§ Material shown:
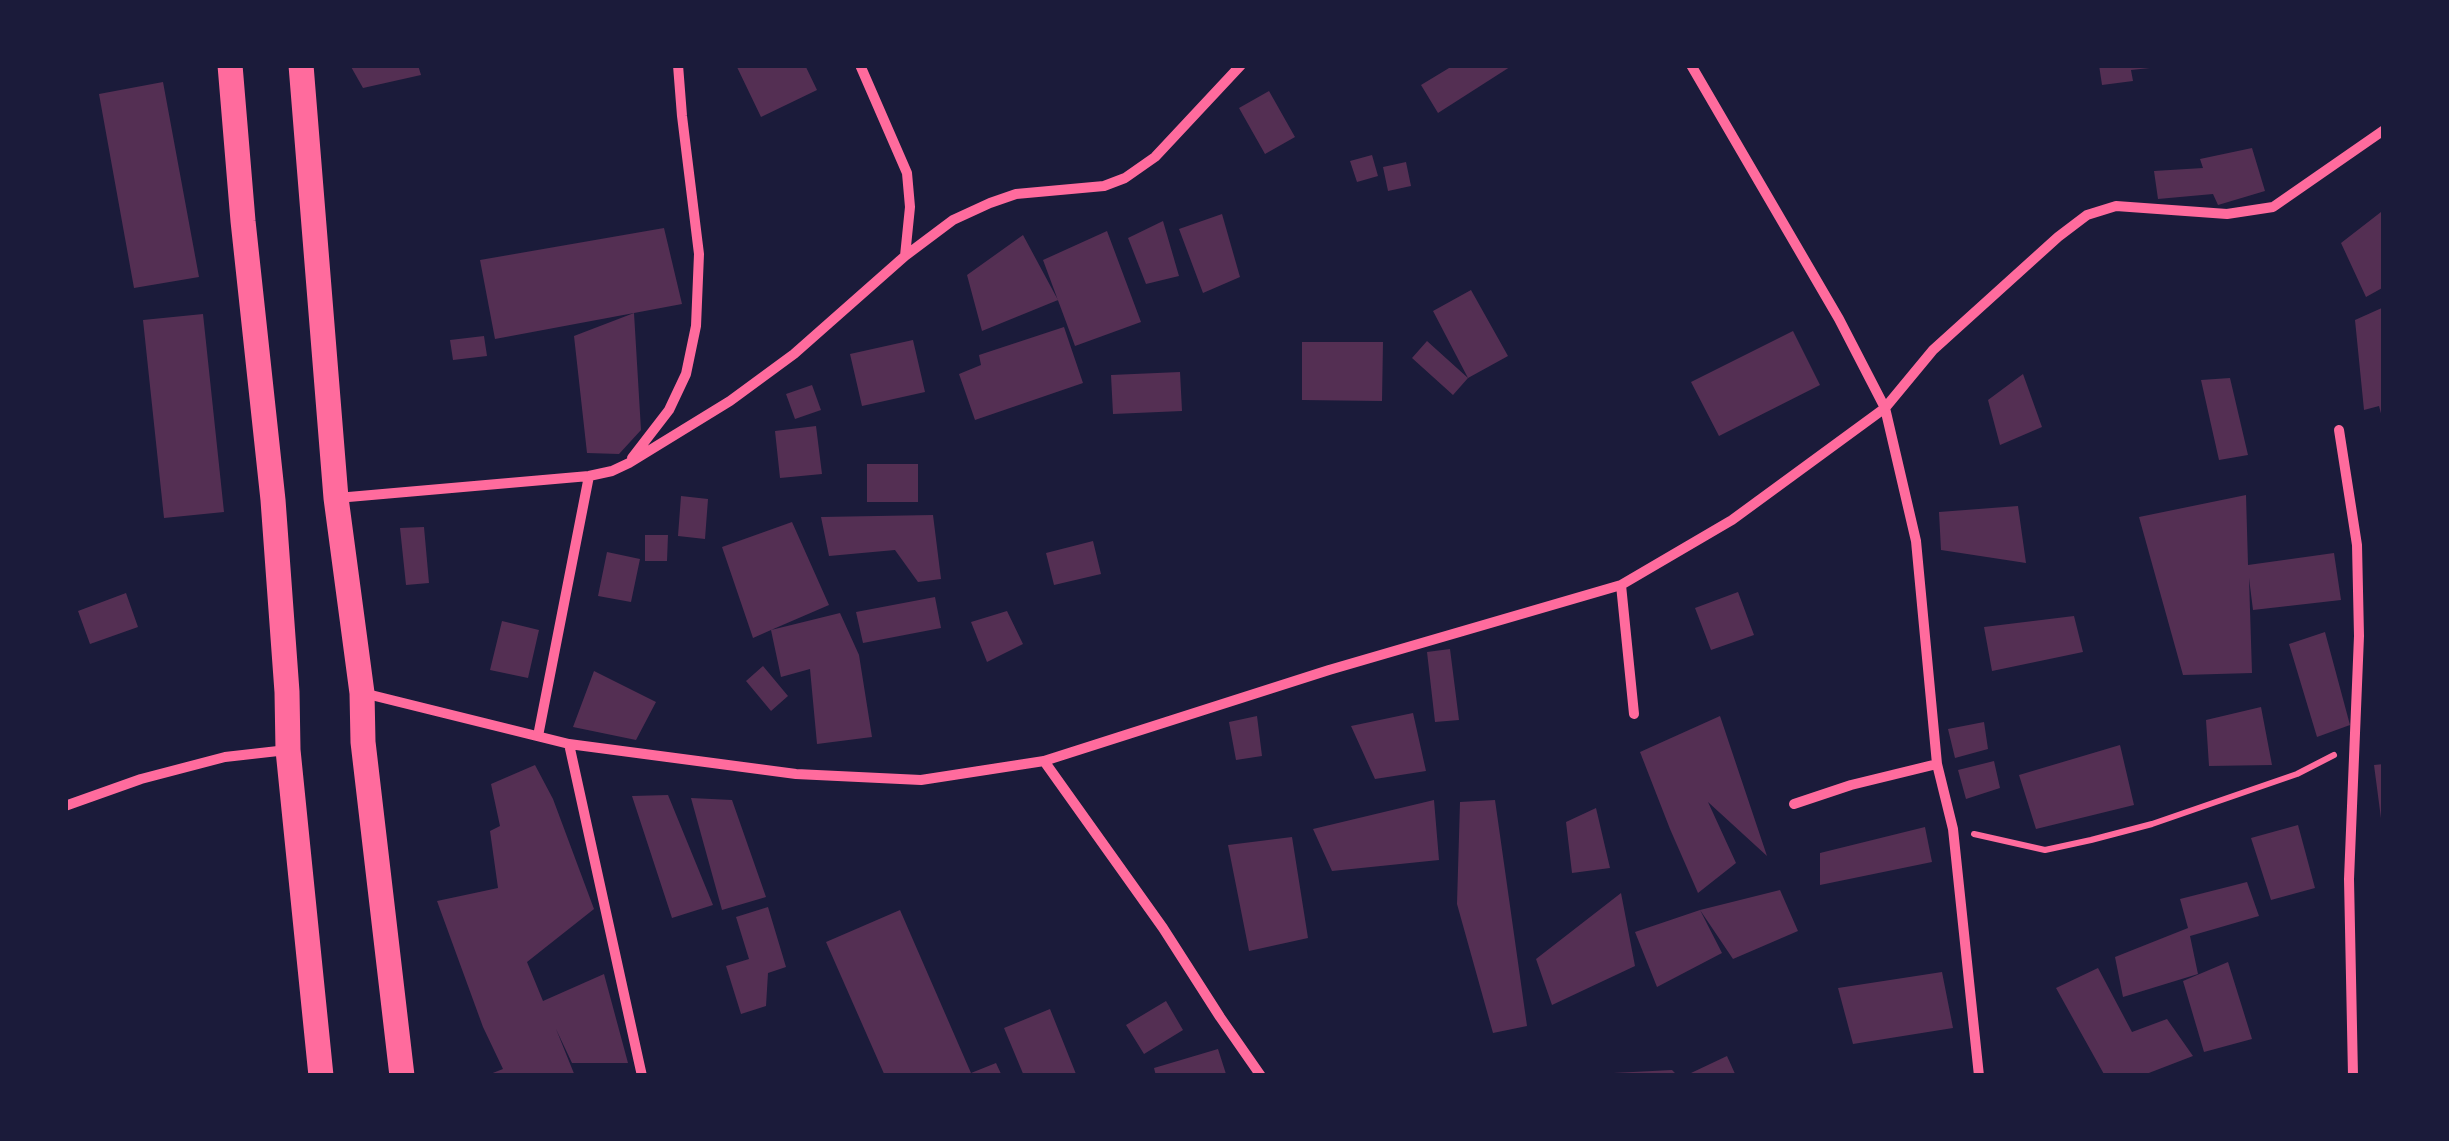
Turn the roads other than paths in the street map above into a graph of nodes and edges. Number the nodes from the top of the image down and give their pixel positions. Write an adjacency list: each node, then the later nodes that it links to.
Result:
1 (230, 65): 19 (main road)
2 (301, 65): 13 (main road)
3 (678, 65): 11 (street)
4 (860, 65): 8 (street)
5 (1241, 65): 8 (street)
6 (1691, 65): 9 (street)
7 (2384, 130): 9 (street)
8 (905, 256): 11 (street)
9 (1885, 408): 14 (street); 21 (street)
10 (2339, 430): 29 (street)
11 (628, 463): 12 (street)
12 (590, 476): 13 (street); 17 (street)
13 (336, 498): 15 (main road)
14 (1621, 585): 16 (street); 20 (street)
15 (362, 693): 17 (street); 25 (main road)
16 (1634, 714)
17 (538, 736): 18 (street)
18 (569, 744): 20 (street); 26 (street)
19 (288, 750): 23 (street); 24 (main road)
20 (1044, 761): 27 (street)
21 (1937, 764): 22 (street); 28 (street)
22 (1794, 804)
23 (65, 806)
24 (321, 1076)
25 (402, 1076)
26 (642, 1076)
27 (1261, 1076)
28 (1979, 1076)
29 (2352, 1076)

§ What the task requires:
All of the material above is to be copied exactly, except for its images.

§ Answer space:
Turn the roads other than paths in the street map above into a graph of nodes and edges. Number the nodes from the top of the image down and give their pixel positions. Write an adjacency list: each node, then the later nodes that it links to.
Result:
1 (230, 65): 19 (main road)
2 (301, 65): 13 (main road)
3 (678, 65): 11 (street)
4 (860, 65): 8 (street)
5 (1241, 65): 8 (street)
6 (1691, 65): 9 (street)
7 (2384, 130): 9 (street)
8 (905, 256): 11 (street)
9 (1885, 408): 14 (street); 21 (street)
10 (2339, 430): 29 (street)
11 (628, 463): 12 (street)
12 (590, 476): 13 (street); 17 (street)
13 (336, 498): 15 (main road)
14 (1621, 585): 16 (street); 20 (street)
15 (362, 693): 17 (street); 25 (main road)
16 (1634, 714)
17 (538, 736): 18 (street)
18 (569, 744): 20 (street); 26 (street)
19 (288, 750): 23 (street); 24 (main road)
20 (1044, 761): 27 (street)
21 (1937, 764): 22 (street); 28 (street)
22 (1794, 804)
23 (65, 806)
24 (321, 1076)
25 (402, 1076)
26 (642, 1076)
27 (1261, 1076)
28 (1979, 1076)
29 (2352, 1076)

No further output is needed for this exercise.